There will be a flurry of attack ads and Fox News denunciations if Obama rejects the pipeline, of course. But November is a looong way away. There will be dozens of similar five-minute hates from the right before it's all over. By the time the election rolls around, the only ones who remember Keystone (or Solyndra) will be committed partisans on both sides, and we already know how they're going to vote.

The fact is, Keystone just isn't that big of an issue, at least in terms of its proximate impacts on average Americans.

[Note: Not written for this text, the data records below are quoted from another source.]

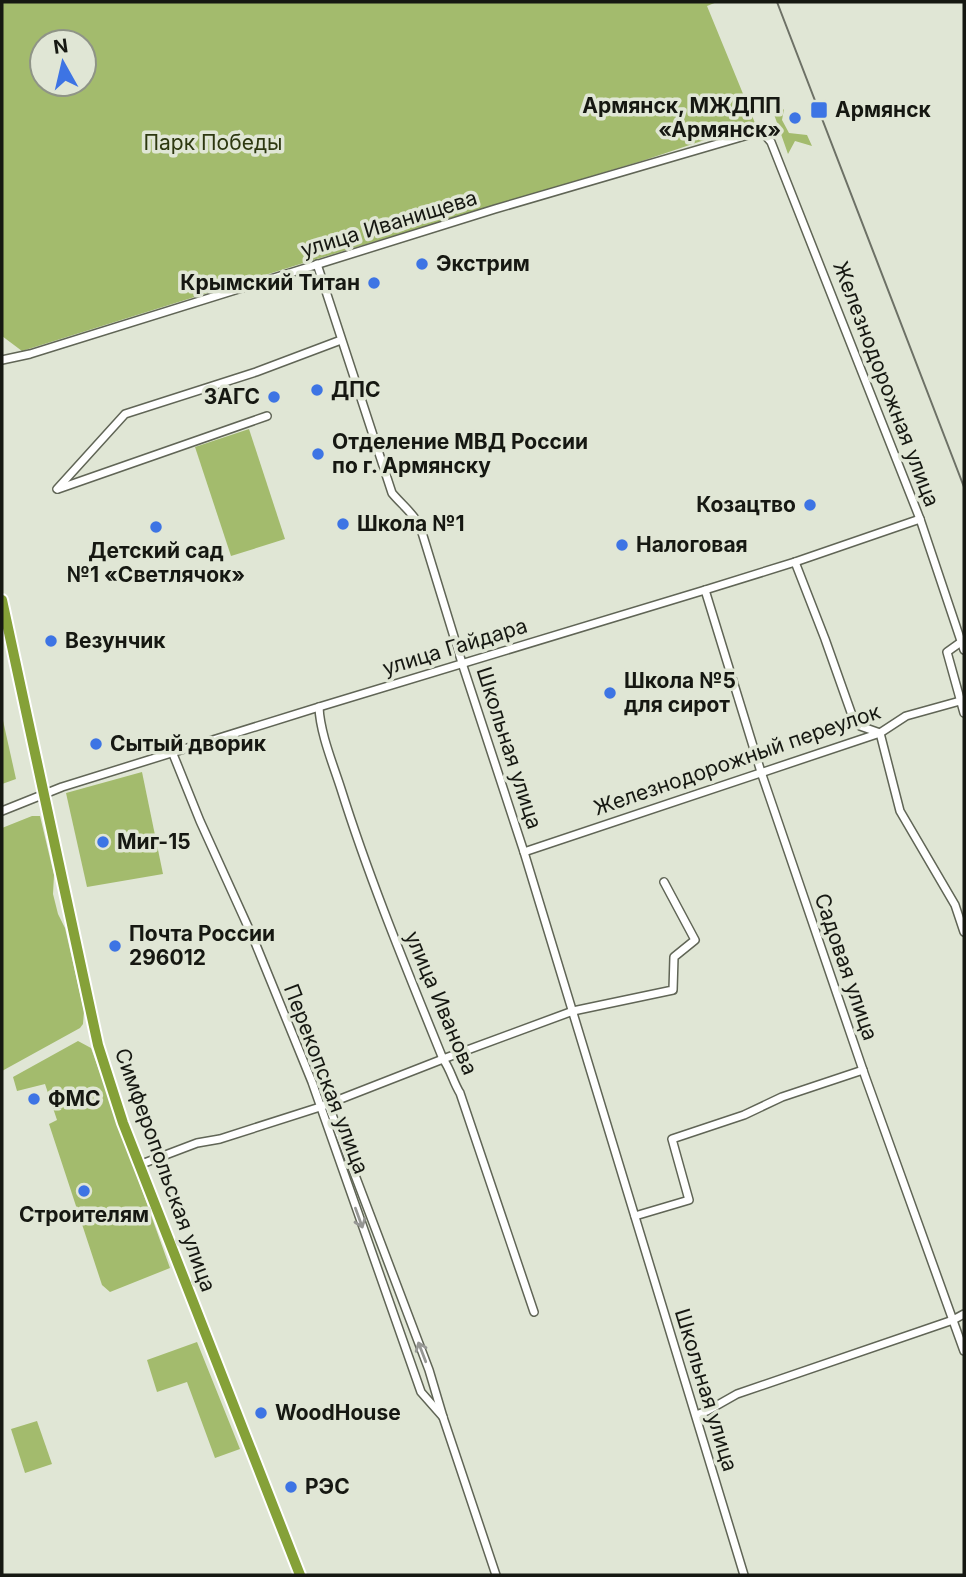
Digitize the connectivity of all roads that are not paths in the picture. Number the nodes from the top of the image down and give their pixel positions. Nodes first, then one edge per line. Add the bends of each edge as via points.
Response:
1 (771, 142) joint
2 (317, 264) junction
3 (341, 340) junction
4 (2, 362) edge
5 (267, 416) dead end
6 (920, 519) junction
7 (795, 562) junction
8 (705, 590) junction
9 (2, 600) edge
10 (961, 642) junction
11 (964, 650) edge
12 (462, 663) junction
13 (960, 701) junction
14 (319, 707) junction
15 (964, 713) edge
16 (880, 733) junction
17 (173, 754) junction
18 (761, 772) junction
19 (45, 793) junction
20 (2, 811) edge
21 (524, 852) junction
22 (664, 882) dead end
23 (964, 932) edge
24 (573, 1011) junction
25 (443, 1059) junction
26 (863, 1070) junction
27 (324, 1106) junction
28 (139, 1165) junction
29 (635, 1216) junction
30 (534, 1312) dead end
31 (964, 1314) edge
32 (953, 1320) junction
33 (964, 1351) edge
34 (696, 1415) junction
35 (443, 1417) junction
36 (300, 1575) edge
37 (496, 1575) edge
38 (744, 1575) edge

1 - 2 street, улица Иванищева via 755,133
1 - 6 street, Железнодорожная улица
2 - 3 street, Школьная улица
2 - 4 street, улица Иванищева
3 - 5 street via 125,414 57,489
3 - 12 street, Школьная улица via 392,493 420,526
6 - 7 street, улица Гайдара
6 - 10 street, Железнодорожная улица
7 - 8 street, улица Гайдара
7 - 16 street via 853,718 860,726
8 - 12 street, улица Гайдара
8 - 18 street, Садовая улица
9 - 19 highway, Симферопольская улица
10 - 11 street, Железнодорожная улица
10 - 13 street via 947,652
12 - 14 street, улица Гайдара
12 - 21 street, Школьная улица
13 - 15 street
13 - 16 street, Железнодорожный переулок via 906,716
14 - 17 street, улица Гайдара
14 - 25 street, улица Иванова via 357,841
16 - 18 street, Железнодорожный переулок
16 - 23 street via 900,811 955,905
17 - 19 street, улица Гайдара
17 - 27 street, Перекопская улица
18 - 21 street, Железнодорожный переулок
18 - 26 street, Садовая улица
19 - 20 street, улица Гайдара
19 - 28 highway, Симферопольская улица via 98,1045
21 - 24 street, Школьная улица
22 - 24 street via 695,940 674,957 673,990
24 - 25 street
24 - 29 street, Школьная улица
25 - 27 street
25 - 30 street, улица Иванова via 460,1093
26 - 29 street via 672,1139 689,1200
26 - 32 street, Садовая улица
27 - 28 street
35 -> 27 street, Перекопская улица via 429,1370
27 -> 35 street, Перекопская улица via 421,1392
28 - 36 highway, Симферопольская улица
29 - 34 street, Школьная улица
31 - 32 street
32 - 33 street, Садовая улица
32 - 34 street via 737,1394
34 - 38 street, Школьная улица
35 - 37 street, Перекопская улица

Lots of pundits and wannabe political strategists think pro-oil policy is a way to "reach out to independents," but the teeming mass of swing-voter independents is largely a mythand most voters don't vote based on "issues" at all.
As for unions, sure, some of them want the meager jobs Keystone would create, but it's not their top priority, not something that will swing their support for or against Obama. The building trades care much more about preserving the Davis-Bacon Act, which Romney has vowed to repeal. The Teamsters have bigger fish to fry, like their battle with Fed-Ex. They'll make some noise about Keystone, but it's hardly going to be a pivotal. Obama has other ways to mollify them -- see, e.g., hisrecess appointments to NLRB last week.

Politically speaking, Keystone is a relatively faint signal amidst a cacophony of noise. The only ones who will hear it will be partisans paying close attention. If Obama approves it, the signal will be to the dirty-energy caucus that it can successfully bully him. (Think they'll stop with Keystone?) If he rejects it, the signal will be to his progressive base that he is worthy of their enthusiasm.

The main lesson of post-truth politics is that craven sellouts are not only craven, they don't work. Acting like a frightened loser is not good politics. It's not savvy. It's not "realistic." It's not hard-boiled or tough-minded or far-sighted or unsentimental. It's cowardly, and voters don't like cowards.